Task directions
Answer with one figure only, the number of lines below in which "points" occurs.

Data supplied
__________________________________________________

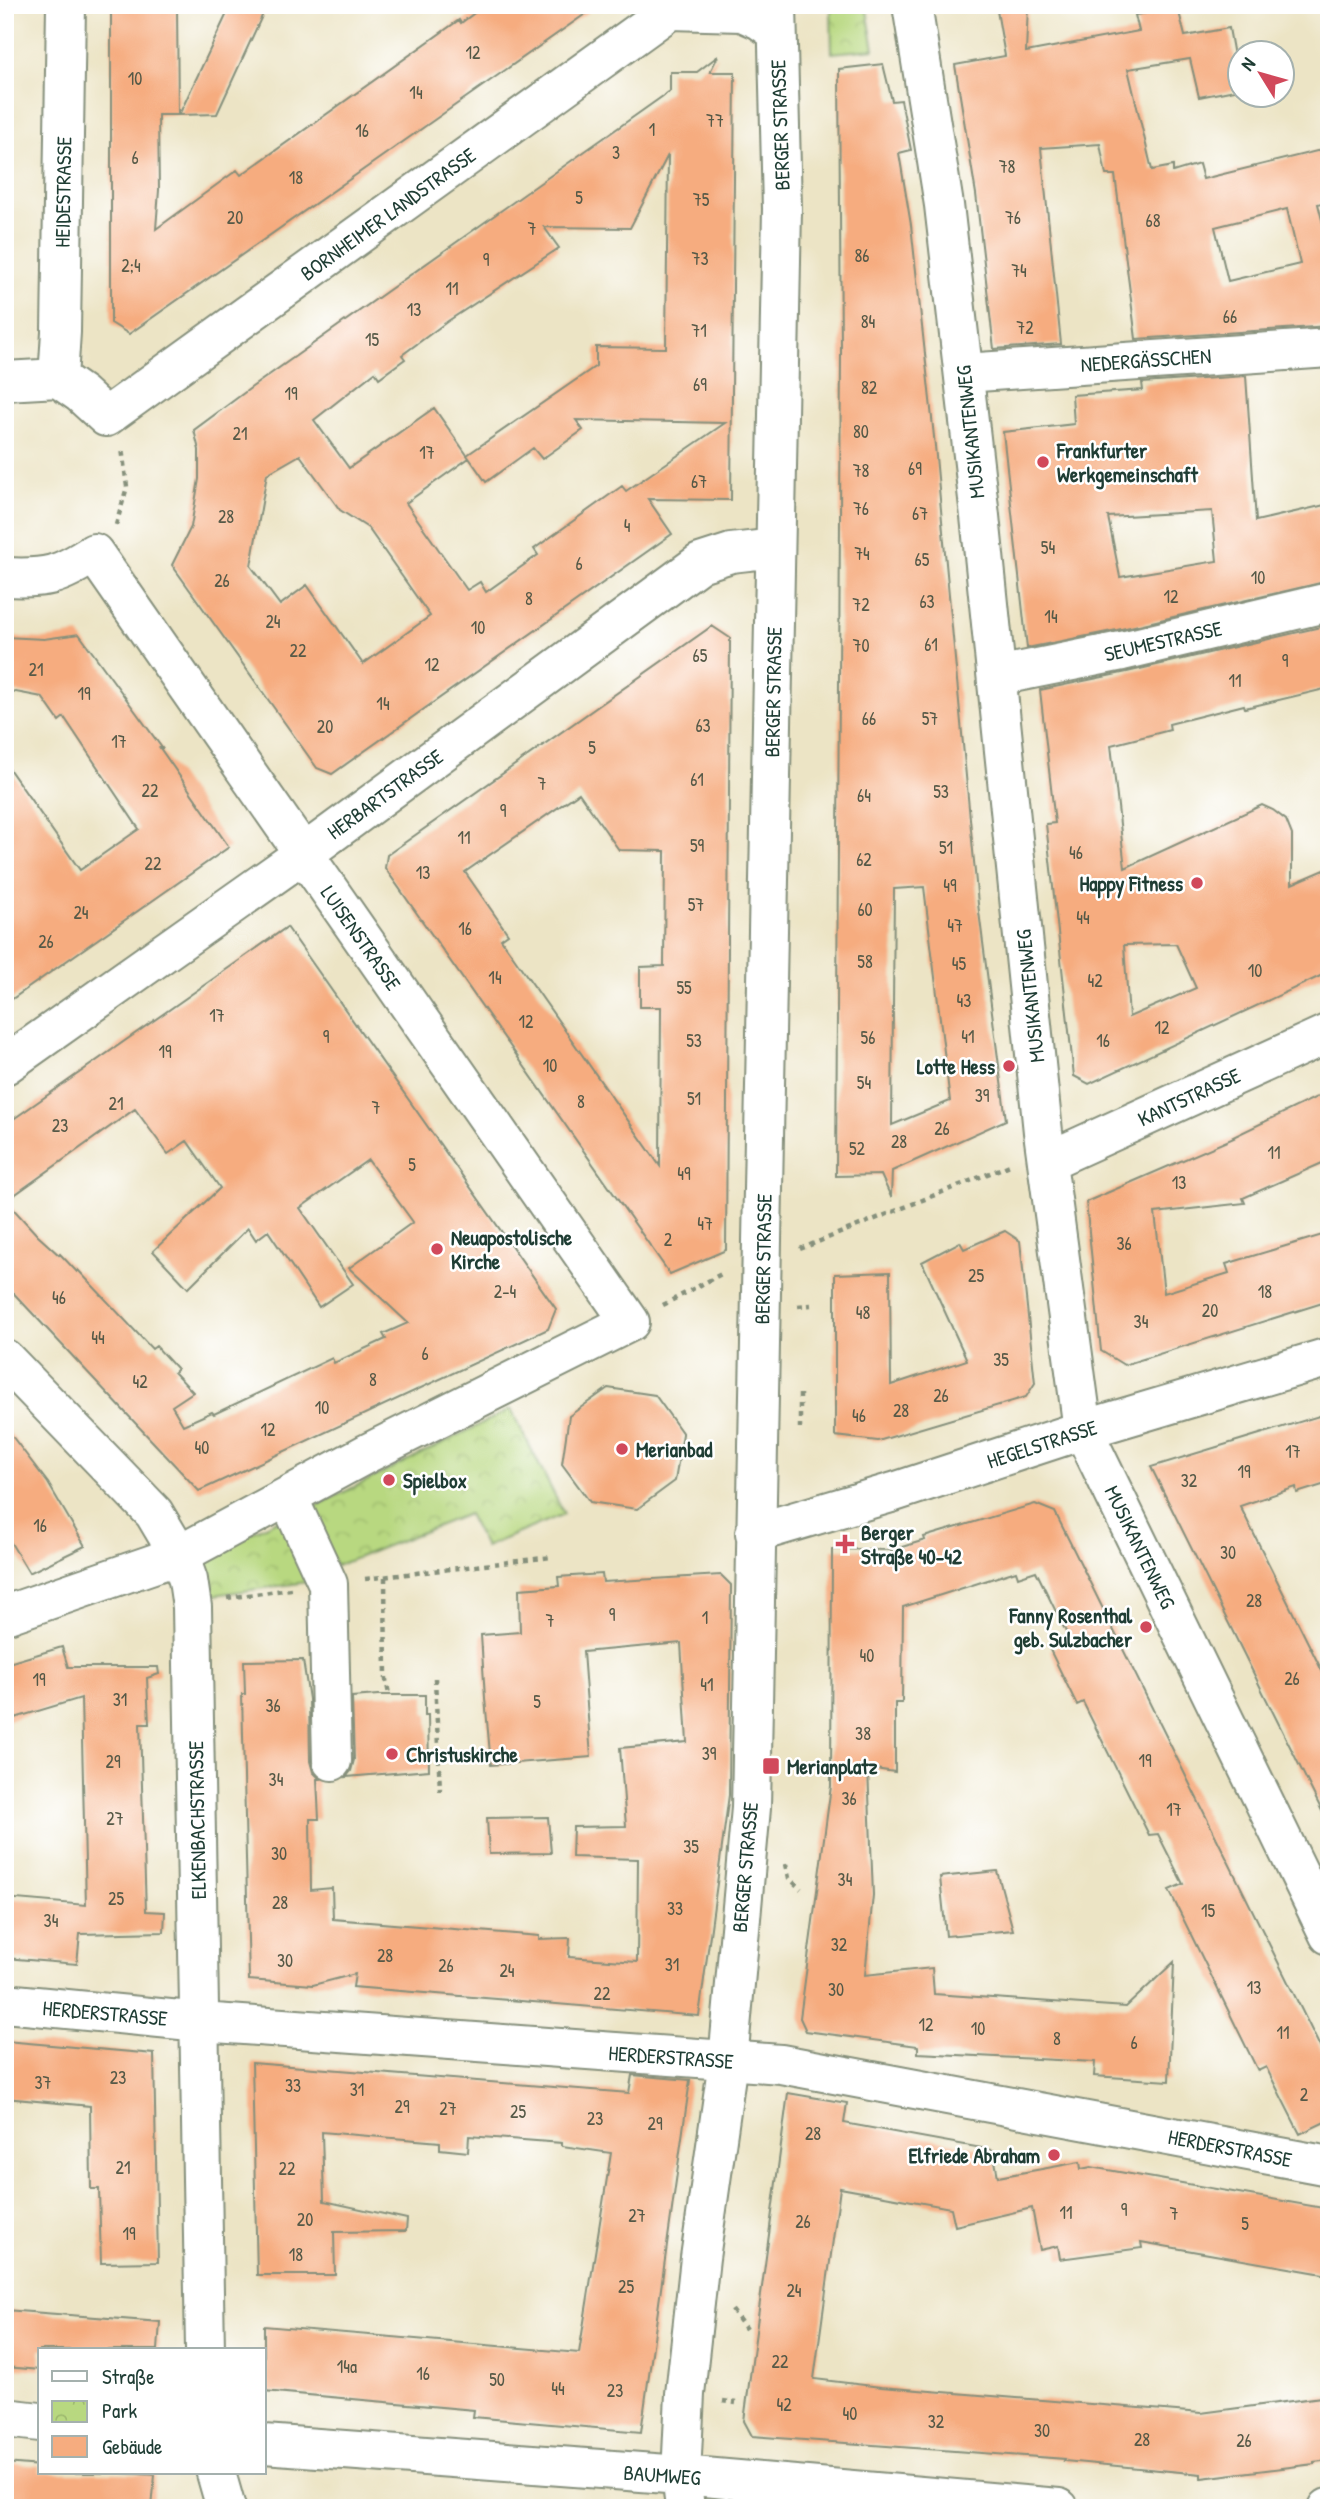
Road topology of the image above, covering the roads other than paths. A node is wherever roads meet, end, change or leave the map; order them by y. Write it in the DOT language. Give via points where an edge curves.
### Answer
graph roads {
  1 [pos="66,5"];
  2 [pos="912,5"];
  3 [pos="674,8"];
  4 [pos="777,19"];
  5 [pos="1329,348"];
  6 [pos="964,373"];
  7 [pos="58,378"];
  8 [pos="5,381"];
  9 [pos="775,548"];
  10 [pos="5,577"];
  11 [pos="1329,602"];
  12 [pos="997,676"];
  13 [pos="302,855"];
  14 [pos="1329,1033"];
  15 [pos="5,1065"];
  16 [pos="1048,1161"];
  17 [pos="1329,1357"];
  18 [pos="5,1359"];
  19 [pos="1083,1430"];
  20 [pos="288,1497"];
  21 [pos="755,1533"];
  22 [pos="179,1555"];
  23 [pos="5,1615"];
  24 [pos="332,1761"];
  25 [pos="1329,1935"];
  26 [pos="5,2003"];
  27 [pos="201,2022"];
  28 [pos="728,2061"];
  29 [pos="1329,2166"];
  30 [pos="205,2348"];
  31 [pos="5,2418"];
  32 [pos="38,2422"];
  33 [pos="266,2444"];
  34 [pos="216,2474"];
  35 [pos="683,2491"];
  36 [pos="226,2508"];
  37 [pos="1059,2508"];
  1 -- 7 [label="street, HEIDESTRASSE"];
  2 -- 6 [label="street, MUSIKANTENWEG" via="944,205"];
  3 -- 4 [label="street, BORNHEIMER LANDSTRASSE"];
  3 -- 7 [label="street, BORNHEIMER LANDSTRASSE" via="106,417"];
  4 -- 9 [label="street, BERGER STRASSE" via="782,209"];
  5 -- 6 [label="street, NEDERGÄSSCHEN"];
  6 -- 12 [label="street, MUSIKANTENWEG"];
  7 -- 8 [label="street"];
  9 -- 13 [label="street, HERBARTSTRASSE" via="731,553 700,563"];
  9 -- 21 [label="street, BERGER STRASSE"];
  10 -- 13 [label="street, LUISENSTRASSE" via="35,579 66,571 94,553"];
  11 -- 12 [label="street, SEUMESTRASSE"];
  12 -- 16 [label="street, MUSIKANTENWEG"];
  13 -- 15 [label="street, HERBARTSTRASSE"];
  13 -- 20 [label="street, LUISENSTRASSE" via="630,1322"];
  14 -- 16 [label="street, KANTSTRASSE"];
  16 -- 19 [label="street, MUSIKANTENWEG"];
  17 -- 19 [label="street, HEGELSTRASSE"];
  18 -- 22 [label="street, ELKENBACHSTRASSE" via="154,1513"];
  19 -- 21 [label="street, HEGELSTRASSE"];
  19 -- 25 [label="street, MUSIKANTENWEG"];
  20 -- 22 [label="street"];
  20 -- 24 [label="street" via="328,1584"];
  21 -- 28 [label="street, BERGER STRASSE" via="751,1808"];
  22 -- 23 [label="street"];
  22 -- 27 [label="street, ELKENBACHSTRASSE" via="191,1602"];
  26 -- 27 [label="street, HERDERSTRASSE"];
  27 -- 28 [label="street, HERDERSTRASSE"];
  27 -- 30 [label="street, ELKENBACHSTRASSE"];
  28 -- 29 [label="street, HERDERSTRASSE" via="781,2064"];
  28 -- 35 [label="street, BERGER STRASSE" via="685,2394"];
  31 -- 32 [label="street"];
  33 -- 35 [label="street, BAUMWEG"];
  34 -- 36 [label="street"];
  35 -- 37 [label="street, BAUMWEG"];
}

__________________________________________________

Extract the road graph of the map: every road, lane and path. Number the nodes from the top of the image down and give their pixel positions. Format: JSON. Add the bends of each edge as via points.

__________________________________________________

Result for this task
2